Now we are getting into ways to maximize your creatine supplementation. Some creatine products will have added ingredients (protein, carbs, amino acids, etc.) to increase their effectiveness. If your creatine supplement includes carbs, then you’ll want to keep an eye on the calorie count.

Another way to maximize your creatine supplementation would be to eat it with your normal carb meal. If you’re following a meal plan or tracking macros, be careful not to add additional carbs with your creatine as you could mistakenly sabotage your fitness goals.

So, do you need to take creatine with meals? No! Since most studies (as stated above) recommend taking creatine before or after workouts, if you WANT to take creatine with a meal, then taking it on your rest day might be a good idea.

The Gist:

The top recommended way to take creatine is before or after your workout. But, if you want to try taking it with your normal carb-filled meals, then another option is to take it on your rest day.

Should women take creatine?

Do you want to train harder? Do you want to reach your fitness goals faster? Could you use some help in the memory department? Do you want to support your energy while lifting and exercising? If you said yes to any of those questions, then you should take creatine!

Creatine is not a “men only” supplement. There are too many misconceptions out there that lead women to think that creatine is only for bodybuilders, mainly the fact that they think it will make them bulky. 

But as we talked about earlier, creatine causes water weight retention, not body fat. if you combine proper training with creatine, it can lead to an increase in lean muscle building from better training sessions and quicker recoveries.

Still feeling iffy about trying creatine? Skip the loading phase of 20g for 5-7 days and start with a smaller dosage than the daily recommendation.

The Gist:

Creatine is definitely for women who are wanting to increase their strength, lifting performance, and lean muscle goals! When creatine is combined with effective training, it can lead to lean muscle building, better training, and quicker recoveries!

Does creatine make you gain weight?

In short, yes! But believe us when we say it’s for a purpose. If you’re worried about bulking or think creatine is just for bodybuilders, then you need to read on for the breakdown.

  • Non-muscle weight gain: We’re referring to body fat here. Creatine will not make you “fat.” You have to consume more calories than you are working off to gain fat. Most creatine contains little to no calories, so in order to gain non-muscle weight (fat), you’d need to consume an excessive amount of calories (eating more calories than you burn) to gain body fat.
  • Water weight: Creatine does increase water intake in your muscles, which can make them appear bigger (increased muscle cell hydration). Some people will gain between 2-4.5 lbs due to water retention in the first week.
  • Muscle mass: Creatine helps your muscles produce energy, and over time, it can affect muscle strength and size. Increased muscle mass might mean “weight gain,” but as your muscles grow, the water weight will be less noticeable. 

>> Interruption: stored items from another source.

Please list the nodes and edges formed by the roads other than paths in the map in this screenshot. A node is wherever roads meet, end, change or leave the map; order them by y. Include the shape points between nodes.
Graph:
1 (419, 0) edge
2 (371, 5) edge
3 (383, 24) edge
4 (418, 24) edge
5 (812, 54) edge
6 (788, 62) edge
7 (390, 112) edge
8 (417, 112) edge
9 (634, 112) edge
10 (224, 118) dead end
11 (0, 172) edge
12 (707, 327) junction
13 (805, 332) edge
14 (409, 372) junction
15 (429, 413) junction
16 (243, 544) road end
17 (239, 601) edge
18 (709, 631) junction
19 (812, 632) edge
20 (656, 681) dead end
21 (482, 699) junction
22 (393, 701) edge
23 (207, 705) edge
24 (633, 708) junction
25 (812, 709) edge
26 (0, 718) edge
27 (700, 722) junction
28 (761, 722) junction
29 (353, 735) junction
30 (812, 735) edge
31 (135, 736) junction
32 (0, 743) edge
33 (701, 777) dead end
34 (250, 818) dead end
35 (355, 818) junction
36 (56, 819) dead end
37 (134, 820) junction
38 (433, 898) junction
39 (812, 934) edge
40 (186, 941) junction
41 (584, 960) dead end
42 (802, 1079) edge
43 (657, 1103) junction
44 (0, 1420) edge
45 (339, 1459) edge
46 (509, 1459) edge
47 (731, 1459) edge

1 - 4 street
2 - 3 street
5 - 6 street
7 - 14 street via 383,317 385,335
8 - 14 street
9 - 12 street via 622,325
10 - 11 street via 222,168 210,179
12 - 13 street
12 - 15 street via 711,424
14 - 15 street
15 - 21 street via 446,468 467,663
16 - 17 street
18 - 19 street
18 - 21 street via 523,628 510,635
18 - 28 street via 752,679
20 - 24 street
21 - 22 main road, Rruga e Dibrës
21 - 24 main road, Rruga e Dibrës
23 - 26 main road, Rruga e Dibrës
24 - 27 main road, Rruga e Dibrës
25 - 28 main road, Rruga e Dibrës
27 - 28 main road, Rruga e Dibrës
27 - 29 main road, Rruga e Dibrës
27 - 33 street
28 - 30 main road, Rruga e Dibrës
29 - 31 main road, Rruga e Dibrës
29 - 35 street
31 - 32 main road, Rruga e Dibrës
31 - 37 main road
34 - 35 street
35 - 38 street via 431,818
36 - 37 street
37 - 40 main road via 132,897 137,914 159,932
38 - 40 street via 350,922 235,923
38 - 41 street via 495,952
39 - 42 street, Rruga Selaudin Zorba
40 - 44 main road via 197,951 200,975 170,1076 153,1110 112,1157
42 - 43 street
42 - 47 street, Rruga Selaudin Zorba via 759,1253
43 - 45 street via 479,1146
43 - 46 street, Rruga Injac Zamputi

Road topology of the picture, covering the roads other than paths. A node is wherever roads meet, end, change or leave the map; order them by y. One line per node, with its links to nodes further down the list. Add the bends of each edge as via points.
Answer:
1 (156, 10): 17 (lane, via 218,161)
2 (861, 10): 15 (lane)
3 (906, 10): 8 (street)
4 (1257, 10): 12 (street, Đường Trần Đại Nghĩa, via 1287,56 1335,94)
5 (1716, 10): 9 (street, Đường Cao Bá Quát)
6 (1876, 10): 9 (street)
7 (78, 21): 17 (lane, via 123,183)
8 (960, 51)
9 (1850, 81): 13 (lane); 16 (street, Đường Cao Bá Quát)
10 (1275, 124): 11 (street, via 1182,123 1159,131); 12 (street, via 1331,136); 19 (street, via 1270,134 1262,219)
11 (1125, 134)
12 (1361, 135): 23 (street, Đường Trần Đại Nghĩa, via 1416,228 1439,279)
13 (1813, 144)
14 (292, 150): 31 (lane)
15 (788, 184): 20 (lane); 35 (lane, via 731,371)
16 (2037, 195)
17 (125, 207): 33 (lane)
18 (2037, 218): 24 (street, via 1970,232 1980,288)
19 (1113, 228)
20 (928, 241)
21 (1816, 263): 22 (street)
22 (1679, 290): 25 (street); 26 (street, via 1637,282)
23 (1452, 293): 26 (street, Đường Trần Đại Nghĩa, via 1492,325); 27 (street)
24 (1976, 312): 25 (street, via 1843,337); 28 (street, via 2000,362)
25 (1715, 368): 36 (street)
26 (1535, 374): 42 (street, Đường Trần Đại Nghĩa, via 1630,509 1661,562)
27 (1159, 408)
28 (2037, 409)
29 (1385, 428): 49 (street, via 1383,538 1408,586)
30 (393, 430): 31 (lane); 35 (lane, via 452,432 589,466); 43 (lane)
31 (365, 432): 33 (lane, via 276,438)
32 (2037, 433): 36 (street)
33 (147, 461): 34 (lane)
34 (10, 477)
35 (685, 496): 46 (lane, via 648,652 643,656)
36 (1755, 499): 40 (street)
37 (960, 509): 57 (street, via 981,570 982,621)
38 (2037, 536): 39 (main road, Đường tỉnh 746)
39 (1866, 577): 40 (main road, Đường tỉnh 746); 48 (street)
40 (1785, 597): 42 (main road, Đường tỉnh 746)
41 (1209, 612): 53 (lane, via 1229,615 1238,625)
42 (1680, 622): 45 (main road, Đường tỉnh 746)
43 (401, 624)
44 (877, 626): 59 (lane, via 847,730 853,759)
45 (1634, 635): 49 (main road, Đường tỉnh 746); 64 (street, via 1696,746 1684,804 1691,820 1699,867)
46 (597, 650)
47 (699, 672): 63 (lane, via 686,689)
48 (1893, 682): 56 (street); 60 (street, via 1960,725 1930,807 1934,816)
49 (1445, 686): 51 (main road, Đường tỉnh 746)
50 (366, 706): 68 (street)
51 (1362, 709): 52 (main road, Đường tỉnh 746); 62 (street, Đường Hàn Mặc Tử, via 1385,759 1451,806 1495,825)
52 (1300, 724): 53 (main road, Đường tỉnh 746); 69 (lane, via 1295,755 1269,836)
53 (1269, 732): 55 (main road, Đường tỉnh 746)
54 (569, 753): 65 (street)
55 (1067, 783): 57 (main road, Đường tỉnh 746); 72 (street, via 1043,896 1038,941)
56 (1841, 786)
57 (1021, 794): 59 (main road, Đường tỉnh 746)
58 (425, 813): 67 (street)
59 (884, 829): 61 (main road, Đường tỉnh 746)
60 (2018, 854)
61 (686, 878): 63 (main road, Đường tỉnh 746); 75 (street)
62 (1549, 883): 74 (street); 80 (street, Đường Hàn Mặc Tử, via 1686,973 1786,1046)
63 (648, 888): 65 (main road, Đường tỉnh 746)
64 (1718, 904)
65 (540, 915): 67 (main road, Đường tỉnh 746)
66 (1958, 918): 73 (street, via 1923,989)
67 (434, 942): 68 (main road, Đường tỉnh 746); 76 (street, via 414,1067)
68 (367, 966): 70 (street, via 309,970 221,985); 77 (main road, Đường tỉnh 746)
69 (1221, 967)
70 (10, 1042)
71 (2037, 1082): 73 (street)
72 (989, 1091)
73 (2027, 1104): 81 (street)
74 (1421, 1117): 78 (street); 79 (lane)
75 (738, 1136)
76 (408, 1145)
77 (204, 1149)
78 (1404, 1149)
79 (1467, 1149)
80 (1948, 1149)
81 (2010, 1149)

That’s why we are fans of NSVs or non-scale victories! Forget the scale for a second and focus on the fact that you are stronger, healthier, and probably feel better when you’re eating right, exercising, and supplementing with creatine. 🙂 

If you are trying to bulk, then you will need to do WAY more than just take creatine, as it only causes water weight. You need to continuously lift heavy and eat like there’s no tomorrow. 

The Gist:

You will likely see some small weight change, but that comes with the enhanced strength, cell hydration, energy support, lean body mass, and improved exercise performance that comes with creatine.

Do I have to do a loading phase with creatine?

As you can probably see, with most things “creatine,” there are multiple ways for you to benefit. You don’t HAVE to do a loading phase, but let’s explain the reasons for doing so. 

Here’s what a creatine cycle might look like:

  • Take around 20g daily of creatine for 5-7 days (Loading Phase)

then

  • Take 5g daily (Regular Maintenance) 

Creatine loading helps you get creatine to the muscles faster, which can come with potential small increases of strength and water retention. Taking your regular maintenance can provide the same benefits, but it will just take longer to get there. So, the real question might be, “How quickly do I want to see the benefits of my creatine?”

The Gist:

Creatine loading (20g for 5-7 days) helps you load the muscles faster, which can potentially come with smaller increases in strength and water retention. You can still reach that point with the regular maintenance (5g daily), except that it will take longer to get there! 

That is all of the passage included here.